About this task → Once the pictures have been removed, repeat the remainder of the records exactly.

=== Listed records ===

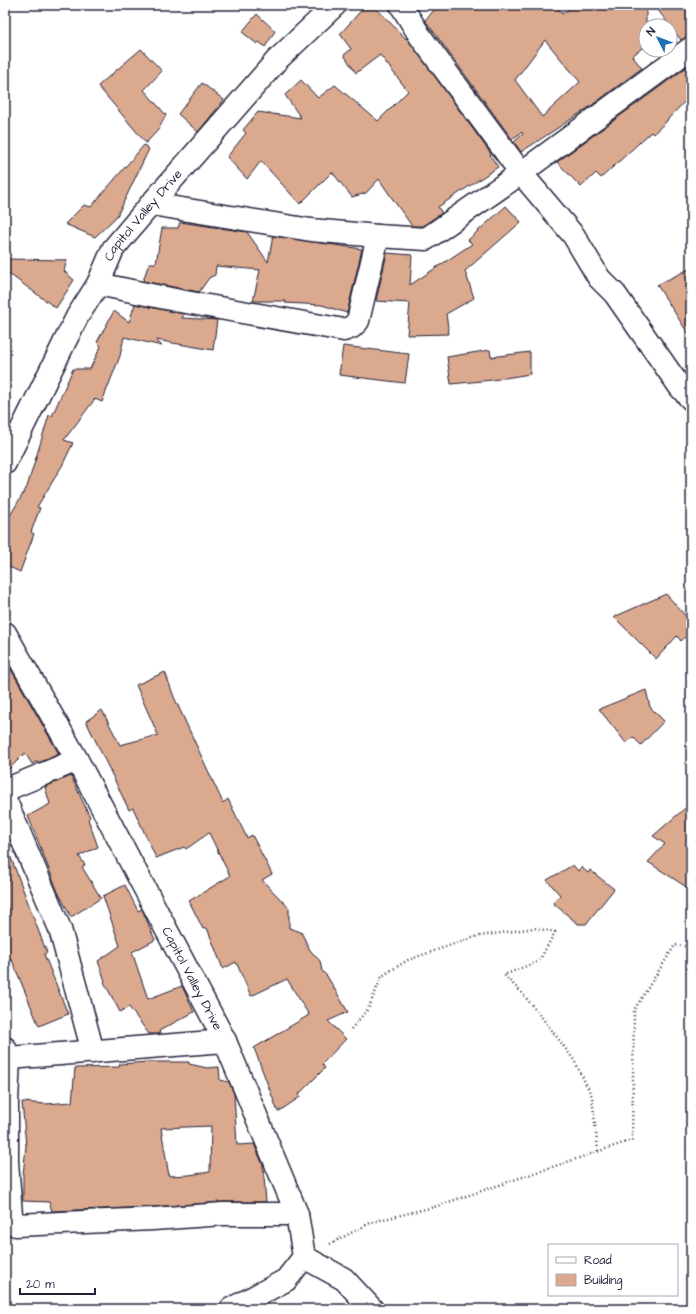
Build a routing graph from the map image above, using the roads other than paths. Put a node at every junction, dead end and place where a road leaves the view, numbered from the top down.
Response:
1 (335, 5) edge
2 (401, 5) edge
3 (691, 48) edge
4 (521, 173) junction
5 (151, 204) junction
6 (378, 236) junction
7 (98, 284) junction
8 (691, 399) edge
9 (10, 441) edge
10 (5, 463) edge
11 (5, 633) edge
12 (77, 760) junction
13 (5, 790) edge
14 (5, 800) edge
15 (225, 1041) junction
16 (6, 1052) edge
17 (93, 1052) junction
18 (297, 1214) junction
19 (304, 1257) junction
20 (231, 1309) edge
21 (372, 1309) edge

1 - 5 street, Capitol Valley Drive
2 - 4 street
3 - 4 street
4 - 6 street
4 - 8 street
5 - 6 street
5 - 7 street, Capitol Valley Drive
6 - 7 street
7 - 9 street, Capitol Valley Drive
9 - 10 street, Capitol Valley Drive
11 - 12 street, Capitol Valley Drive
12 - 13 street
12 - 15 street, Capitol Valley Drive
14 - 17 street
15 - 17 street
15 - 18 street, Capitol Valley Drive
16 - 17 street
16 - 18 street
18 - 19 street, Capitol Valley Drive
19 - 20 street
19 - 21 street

===

Response for this exercise →
Build a routing graph from the map image above, using the roads other than paths. Put a node at every junction, dead end and place where a road leaves the view, numbered from the top down.
Response:
1 (335, 5) edge
2 (401, 5) edge
3 (691, 48) edge
4 (521, 173) junction
5 (151, 204) junction
6 (378, 236) junction
7 (98, 284) junction
8 (691, 399) edge
9 (10, 441) edge
10 (5, 463) edge
11 (5, 633) edge
12 (77, 760) junction
13 (5, 790) edge
14 (5, 800) edge
15 (225, 1041) junction
16 (6, 1052) edge
17 (93, 1052) junction
18 (297, 1214) junction
19 (304, 1257) junction
20 (231, 1309) edge
21 (372, 1309) edge

1 - 5 street, Capitol Valley Drive
2 - 4 street
3 - 4 street
4 - 6 street
4 - 8 street
5 - 6 street
5 - 7 street, Capitol Valley Drive
6 - 7 street
7 - 9 street, Capitol Valley Drive
9 - 10 street, Capitol Valley Drive
11 - 12 street, Capitol Valley Drive
12 - 13 street
12 - 15 street, Capitol Valley Drive
14 - 17 street
15 - 17 street
15 - 18 street, Capitol Valley Drive
16 - 17 street
16 - 18 street
18 - 19 street, Capitol Valley Drive
19 - 20 street
19 - 21 street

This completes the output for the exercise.